内存是一种资源,需要程序员学会分配和回收。

new-allocate space dynamically on the heap(free store).

new-returns the address of the allocated memory.

Use pointers to reference the memory allocated on the heap.

delete-to deallocate memory on the heap.

garbage-created when we can no longer access previously allocated memory on the heap.

dangling pointer(迷途指针)-a pointer that no longer points to something valid on the heap.

指针存储在stack,指针指向的值存储在heap.所以需要分析内存的这两种结果模型的特点:

Stack vs Heap

So far we have seen how to declare basic type variables such as int, double, etc, and complex types such as arrays and structs. The way we have been declaring them so far, with a syntax that is like other languages such as MATLAB, Python, etc, puts these variables on the stack in C.

  • The Stack

What is the stack? It's a special region of your computer's memory that stores temporary variables created by each function (including the main() function). The stack is a "FILO" (first in, last out) data structure, that is managed and optimized by the CPU quite closely. Every time a function declares a new variable, it is "pushed" onto the stack. Then every time a function exits, all of the variables pushed onto the stack by that function, are freed (that is to say, they are deleted). Once a stack variable is freed, that region of memory becomes available for other stack variables.

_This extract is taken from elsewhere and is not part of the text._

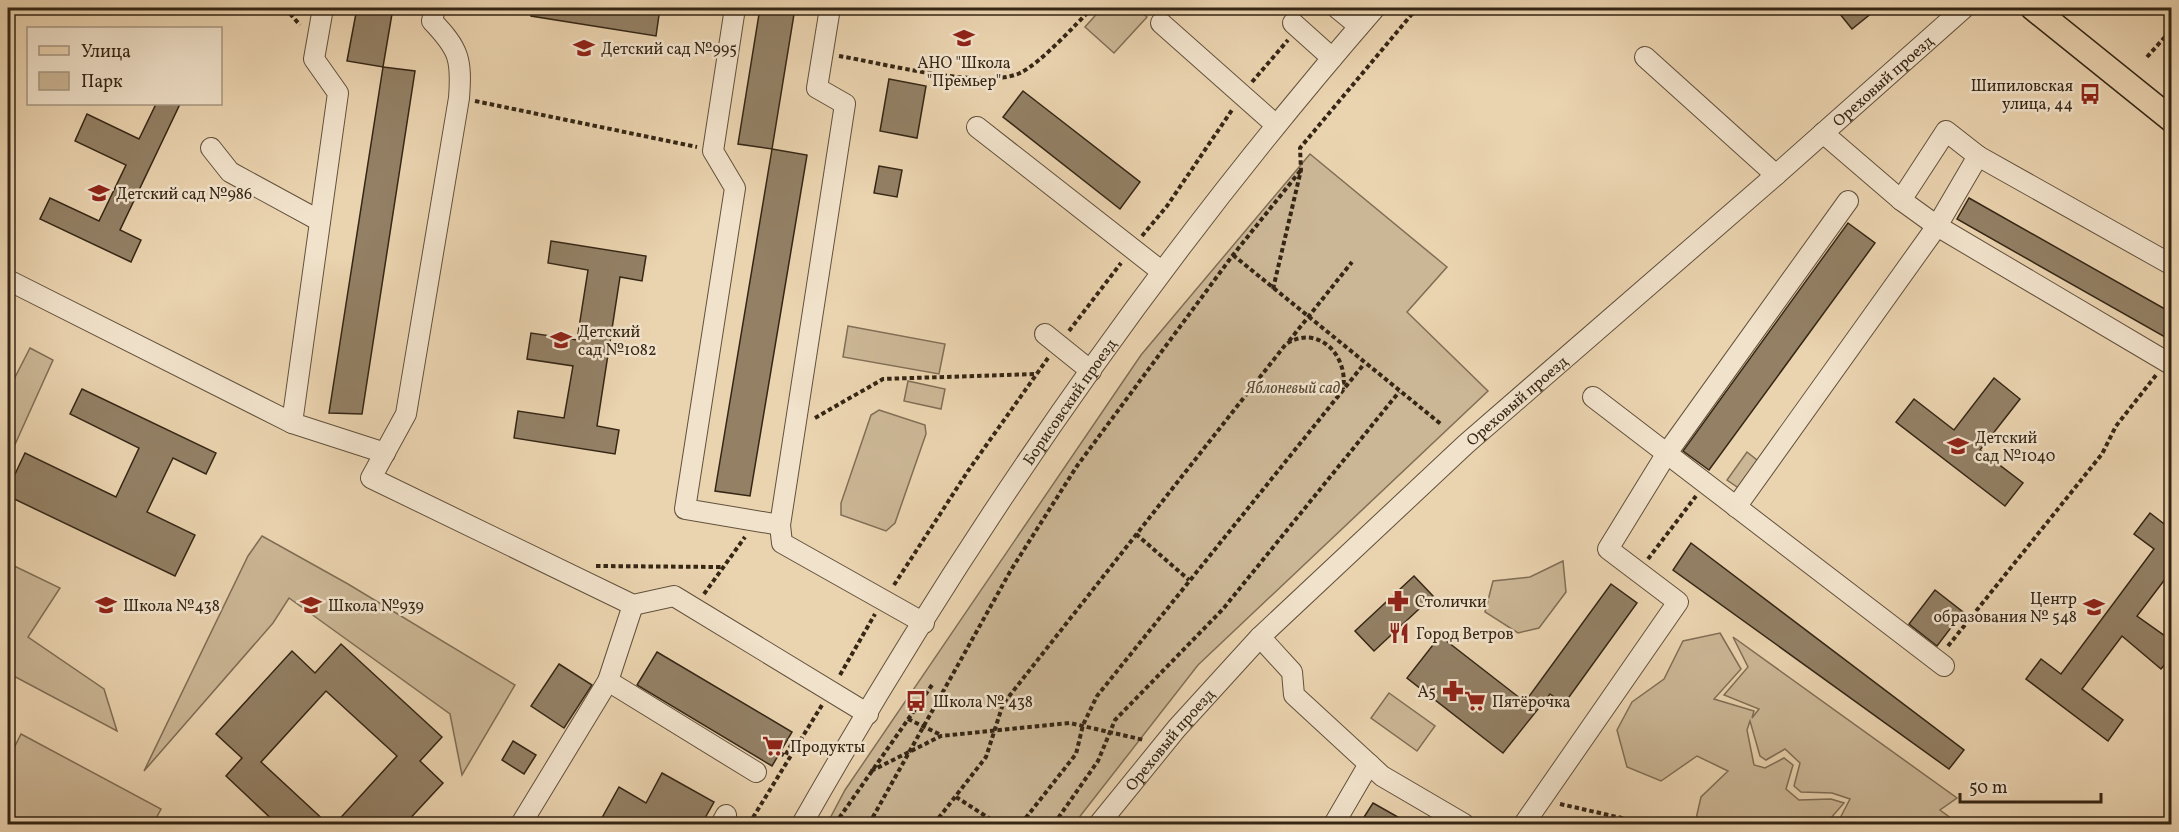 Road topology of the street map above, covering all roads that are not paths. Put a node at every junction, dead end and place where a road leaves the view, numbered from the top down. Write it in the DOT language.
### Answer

The advantage of using the stack to store variables, is that memory is managed for you. You don't have to allocate memory by hand, or free it once you don't need it any more. What's more, because the CPU organizes stack memory so efficiently, reading from and writing to stack variables is very fast.

A key to understanding the stack is the notion that when a function exits, all of its variables are popped off of the stack (and hence lost forever). Thus stack variables are local in nature. This is related to a concept we saw earlier known as variable scope, or local vs global variables. A common bug in C programming is attempting to access a variable that was created on the stack inside some function, from a place in your program outside of that function (i.e. after that function has exited).

Another feature of the stack to keep in mind, is that there is a limit (varies with OS) on the size of variables that can be store on the stack. This is not the case for variables allocated on the heap.

  • To summarize the stack:

the stack grows and shrinks as functions push and pop local variables

there is no need to manage the memory yourself, variables are allocated and freed automatically

the stack has size limits

stack variables only exist while the function that created them, is running

  • The Heap

The heap is a region of your computer's memory that is not managed automatically for you, and is not as tightly managed by the CPU. It is a more free-floating region of memory (and is larger). To allocate memory on the heap, you must use malloc() or calloc(), which are built-in C functions. Once you have allocated memory on the heap, you are responsible for using free() to deallocate that memory once you don't need it any more. If you fail to do this, your program will have what is known as a memory leak. That is, memory on the heap will still be set aside (and won't be available to other processes). As we will see in the debugging section, there is a tool called valgrind that can help you detect memory leaks.

Unlike the stack, the heap does not have size restrictions on variable size (apart from the obvious physical limitations of your computer). Heap memory is slightly slower to be read from and written to, because one has to use pointers to access memory on the heap. We will talk about pointers shortly.

Unlike the stack, variables created on the heap are accessible by any function, anywhere in your program. Heap variables are essentially global in scope.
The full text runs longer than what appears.